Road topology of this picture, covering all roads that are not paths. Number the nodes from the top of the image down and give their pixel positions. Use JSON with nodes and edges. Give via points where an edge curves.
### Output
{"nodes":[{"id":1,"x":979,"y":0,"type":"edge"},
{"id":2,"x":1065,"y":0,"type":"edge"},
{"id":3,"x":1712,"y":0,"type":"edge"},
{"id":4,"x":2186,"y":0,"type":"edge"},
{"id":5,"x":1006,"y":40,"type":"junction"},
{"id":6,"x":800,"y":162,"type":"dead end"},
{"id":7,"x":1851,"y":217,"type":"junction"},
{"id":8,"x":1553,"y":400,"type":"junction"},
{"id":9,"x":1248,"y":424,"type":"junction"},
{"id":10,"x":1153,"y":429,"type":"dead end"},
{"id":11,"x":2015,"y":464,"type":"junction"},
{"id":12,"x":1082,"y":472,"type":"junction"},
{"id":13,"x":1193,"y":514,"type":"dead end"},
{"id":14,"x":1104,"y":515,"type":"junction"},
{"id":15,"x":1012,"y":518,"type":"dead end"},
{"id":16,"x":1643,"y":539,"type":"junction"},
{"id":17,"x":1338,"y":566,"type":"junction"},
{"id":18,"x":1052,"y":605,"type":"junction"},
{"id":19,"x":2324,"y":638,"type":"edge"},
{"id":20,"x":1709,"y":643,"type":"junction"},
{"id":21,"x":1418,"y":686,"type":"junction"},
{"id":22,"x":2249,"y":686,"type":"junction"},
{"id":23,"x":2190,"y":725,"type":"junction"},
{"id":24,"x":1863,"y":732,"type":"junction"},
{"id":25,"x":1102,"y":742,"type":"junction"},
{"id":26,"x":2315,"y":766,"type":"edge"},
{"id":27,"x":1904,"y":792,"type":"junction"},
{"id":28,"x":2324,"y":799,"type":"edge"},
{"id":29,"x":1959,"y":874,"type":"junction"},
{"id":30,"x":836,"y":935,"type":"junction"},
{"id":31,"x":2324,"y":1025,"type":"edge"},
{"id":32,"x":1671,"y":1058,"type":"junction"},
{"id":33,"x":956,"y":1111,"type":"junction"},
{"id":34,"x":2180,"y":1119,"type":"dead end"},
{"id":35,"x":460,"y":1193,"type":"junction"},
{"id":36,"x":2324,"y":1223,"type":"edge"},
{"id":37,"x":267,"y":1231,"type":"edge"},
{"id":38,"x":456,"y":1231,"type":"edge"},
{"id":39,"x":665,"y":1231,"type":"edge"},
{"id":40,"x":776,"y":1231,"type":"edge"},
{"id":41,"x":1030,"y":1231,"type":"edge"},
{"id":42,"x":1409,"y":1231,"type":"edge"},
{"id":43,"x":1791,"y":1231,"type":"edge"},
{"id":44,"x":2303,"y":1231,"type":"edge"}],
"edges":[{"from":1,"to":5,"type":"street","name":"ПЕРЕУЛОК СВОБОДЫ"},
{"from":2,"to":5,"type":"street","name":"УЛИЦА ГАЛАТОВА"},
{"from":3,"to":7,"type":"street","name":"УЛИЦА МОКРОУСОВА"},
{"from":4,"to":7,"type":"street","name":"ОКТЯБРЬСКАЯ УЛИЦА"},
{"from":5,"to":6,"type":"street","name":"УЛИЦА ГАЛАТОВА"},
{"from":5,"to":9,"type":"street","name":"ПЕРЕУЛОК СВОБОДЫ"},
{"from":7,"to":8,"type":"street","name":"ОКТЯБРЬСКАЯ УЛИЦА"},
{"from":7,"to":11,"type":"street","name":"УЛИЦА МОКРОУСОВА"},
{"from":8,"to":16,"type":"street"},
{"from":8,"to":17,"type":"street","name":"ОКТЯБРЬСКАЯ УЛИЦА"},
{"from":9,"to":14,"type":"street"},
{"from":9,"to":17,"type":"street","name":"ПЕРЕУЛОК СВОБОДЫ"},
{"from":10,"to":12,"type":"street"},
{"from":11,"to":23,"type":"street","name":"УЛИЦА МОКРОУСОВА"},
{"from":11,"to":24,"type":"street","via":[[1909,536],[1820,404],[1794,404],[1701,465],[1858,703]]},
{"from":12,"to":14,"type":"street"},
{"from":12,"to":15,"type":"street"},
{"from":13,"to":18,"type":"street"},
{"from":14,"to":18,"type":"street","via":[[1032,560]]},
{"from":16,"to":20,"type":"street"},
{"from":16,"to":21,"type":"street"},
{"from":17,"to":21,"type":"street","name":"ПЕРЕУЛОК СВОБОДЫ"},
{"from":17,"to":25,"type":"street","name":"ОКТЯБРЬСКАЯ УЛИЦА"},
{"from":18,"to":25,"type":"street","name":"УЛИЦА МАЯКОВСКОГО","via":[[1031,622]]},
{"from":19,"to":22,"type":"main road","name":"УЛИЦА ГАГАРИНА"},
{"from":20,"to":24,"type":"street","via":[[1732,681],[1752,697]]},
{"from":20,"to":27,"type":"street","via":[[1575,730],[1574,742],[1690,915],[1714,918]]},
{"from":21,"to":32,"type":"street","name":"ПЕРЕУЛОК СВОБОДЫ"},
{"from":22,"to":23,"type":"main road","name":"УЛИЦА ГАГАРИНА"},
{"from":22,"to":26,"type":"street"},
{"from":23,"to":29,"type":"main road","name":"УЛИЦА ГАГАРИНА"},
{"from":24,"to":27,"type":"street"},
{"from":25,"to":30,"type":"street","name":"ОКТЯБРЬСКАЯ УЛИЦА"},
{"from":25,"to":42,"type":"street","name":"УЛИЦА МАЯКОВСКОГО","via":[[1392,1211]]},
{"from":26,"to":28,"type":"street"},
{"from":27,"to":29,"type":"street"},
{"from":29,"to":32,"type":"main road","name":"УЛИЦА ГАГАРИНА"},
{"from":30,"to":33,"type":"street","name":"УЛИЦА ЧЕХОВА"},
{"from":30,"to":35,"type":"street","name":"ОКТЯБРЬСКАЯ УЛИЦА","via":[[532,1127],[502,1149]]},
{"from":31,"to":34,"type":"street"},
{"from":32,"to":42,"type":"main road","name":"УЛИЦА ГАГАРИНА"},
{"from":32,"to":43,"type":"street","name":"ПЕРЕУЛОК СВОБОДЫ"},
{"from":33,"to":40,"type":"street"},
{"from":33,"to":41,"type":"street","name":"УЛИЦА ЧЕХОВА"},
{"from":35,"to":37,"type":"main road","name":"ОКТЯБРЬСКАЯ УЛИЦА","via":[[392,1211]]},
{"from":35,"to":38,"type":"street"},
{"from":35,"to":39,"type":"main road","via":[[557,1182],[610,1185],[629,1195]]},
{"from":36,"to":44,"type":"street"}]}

********

_Task details_
Filter the entries and copy out every line with the word "ЧЕХОВА".

_Final answer_
{"from":30,"to":33,"type":"street","name":"УЛИЦА ЧЕХОВА"},
{"from":33,"to":41,"type":"street","name":"УЛИЦА ЧЕХОВА"},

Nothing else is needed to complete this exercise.